Not destroyed in any documented way, not excavated and rehoused elsewhere, simply gone from view, leaving nothing to mark the spot where a prehistoric cist once lay. A cist is a small stone-lined box grave, typically formed from upright slabs with a capstone, used throughout Ireland during the Bronze Age to inter the dead, sometimes with accompanying pottery or personal objects. This one has left no trace above ground at all.

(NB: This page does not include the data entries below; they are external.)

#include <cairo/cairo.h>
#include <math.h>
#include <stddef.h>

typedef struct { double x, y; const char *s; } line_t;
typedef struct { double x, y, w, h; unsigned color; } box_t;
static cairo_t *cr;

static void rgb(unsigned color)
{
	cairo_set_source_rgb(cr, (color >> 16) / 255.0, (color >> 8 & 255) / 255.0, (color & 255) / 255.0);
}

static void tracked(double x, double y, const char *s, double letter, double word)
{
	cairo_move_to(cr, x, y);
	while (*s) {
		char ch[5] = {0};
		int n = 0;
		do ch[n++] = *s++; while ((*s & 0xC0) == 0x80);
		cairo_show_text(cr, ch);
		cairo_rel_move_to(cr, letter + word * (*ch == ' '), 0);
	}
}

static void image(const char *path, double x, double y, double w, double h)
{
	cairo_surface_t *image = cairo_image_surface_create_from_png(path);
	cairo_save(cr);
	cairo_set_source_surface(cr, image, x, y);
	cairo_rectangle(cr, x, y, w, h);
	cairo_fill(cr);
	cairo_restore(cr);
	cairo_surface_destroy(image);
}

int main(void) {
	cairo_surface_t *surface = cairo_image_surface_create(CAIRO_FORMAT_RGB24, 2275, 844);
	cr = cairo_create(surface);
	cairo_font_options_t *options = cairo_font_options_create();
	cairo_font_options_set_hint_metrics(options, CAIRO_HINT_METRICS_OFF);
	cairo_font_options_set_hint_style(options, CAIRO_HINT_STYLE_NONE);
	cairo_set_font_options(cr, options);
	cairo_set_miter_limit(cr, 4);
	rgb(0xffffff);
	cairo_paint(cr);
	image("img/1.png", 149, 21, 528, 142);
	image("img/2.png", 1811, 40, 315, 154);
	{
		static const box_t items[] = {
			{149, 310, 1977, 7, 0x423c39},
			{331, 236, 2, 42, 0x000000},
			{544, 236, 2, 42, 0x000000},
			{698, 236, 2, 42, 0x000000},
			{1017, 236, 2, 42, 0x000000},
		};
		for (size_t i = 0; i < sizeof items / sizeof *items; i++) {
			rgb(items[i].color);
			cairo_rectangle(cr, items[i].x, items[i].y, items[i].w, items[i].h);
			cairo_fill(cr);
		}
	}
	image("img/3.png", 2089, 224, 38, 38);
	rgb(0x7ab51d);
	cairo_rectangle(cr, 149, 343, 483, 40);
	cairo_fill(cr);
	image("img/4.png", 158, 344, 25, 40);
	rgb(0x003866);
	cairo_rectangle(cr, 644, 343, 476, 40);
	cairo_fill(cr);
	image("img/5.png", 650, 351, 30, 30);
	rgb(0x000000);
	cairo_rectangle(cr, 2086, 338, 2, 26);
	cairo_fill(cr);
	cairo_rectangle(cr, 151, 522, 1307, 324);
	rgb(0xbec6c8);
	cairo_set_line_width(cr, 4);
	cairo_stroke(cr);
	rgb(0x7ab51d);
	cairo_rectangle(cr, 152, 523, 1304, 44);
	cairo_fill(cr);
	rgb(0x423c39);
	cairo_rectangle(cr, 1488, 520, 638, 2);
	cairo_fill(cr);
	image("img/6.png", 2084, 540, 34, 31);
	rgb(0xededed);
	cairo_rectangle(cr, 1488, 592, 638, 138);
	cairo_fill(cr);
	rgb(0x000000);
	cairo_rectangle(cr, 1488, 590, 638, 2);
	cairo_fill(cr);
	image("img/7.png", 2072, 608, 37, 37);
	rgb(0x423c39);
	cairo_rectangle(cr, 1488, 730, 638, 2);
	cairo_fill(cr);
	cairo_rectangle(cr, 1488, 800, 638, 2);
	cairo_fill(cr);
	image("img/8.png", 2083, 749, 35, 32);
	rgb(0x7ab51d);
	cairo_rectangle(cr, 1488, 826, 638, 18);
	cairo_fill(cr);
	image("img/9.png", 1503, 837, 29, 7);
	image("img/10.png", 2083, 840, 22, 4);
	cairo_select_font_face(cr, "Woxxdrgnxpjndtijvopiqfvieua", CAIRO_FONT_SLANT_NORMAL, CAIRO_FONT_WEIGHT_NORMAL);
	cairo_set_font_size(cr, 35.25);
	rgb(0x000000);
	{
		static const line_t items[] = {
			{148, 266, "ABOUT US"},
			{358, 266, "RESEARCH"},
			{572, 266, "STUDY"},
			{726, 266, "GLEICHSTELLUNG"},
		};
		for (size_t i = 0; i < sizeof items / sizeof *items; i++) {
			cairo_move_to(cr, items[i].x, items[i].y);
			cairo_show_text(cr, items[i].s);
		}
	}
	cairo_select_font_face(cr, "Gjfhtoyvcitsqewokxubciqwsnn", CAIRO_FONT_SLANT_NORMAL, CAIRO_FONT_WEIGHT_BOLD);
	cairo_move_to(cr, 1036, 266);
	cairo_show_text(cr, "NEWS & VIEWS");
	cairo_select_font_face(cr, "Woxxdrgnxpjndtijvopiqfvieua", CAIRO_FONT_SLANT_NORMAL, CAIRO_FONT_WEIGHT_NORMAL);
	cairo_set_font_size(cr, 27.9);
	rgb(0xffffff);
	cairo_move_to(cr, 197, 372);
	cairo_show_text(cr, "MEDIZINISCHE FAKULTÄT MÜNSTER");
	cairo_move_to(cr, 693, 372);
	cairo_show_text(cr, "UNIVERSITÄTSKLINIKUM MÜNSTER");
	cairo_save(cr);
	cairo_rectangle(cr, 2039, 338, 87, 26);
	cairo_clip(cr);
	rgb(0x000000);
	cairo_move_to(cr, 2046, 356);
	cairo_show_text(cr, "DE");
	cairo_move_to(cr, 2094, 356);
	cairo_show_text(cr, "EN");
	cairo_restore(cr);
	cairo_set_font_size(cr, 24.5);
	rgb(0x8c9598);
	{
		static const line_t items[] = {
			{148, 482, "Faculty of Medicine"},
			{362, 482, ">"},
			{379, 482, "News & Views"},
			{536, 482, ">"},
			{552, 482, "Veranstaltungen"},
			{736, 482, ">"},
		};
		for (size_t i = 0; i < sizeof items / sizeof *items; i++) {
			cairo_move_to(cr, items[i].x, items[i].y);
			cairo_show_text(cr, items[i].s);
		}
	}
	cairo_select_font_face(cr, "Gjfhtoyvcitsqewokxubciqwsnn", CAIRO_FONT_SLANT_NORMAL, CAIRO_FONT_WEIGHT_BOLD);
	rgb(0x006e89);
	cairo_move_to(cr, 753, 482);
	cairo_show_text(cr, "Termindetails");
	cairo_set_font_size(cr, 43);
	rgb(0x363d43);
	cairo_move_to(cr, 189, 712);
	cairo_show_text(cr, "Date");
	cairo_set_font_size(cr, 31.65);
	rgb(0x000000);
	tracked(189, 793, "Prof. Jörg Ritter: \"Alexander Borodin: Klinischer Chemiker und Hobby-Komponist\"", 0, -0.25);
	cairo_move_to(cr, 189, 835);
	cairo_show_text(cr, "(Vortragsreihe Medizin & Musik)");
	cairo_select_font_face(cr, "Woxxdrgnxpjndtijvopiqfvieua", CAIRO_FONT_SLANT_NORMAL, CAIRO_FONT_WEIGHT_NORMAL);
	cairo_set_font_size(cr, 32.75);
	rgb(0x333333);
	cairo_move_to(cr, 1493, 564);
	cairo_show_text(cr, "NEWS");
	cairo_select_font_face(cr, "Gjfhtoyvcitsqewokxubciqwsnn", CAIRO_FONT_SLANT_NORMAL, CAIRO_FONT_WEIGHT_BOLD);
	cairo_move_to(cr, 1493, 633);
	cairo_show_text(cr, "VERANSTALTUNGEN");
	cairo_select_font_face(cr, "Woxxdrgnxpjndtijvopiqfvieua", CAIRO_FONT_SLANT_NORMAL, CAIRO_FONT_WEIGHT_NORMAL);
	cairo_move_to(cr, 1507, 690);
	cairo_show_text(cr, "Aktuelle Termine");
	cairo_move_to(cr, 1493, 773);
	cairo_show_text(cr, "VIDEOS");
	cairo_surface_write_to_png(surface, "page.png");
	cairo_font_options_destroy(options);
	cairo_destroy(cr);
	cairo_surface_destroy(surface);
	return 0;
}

What is known comes from a single act of recording. In the 1930s, a Captain D. B. O'Connell noted the presence of the cist here, and that observation was preserved in the Sites and Monuments Record. Whether the structure was already partially buried at that point, or whether it has since been removed or collapsed into the earth, is not recorded. What remains is the landscape it occupied: rough grazing land with an open view south-east toward The Paps of Dana, the twin-peaked hills in the Derrynasaggart Mountains whose profile has given them their name since at least early medieval times. The relationship between such burial sites and prominent landmarks was rarely accidental in prehistory, and the alignment here, deliberate or not, places this anonymous grave in a line of sight to one of the most recognisable natural features in Kerry.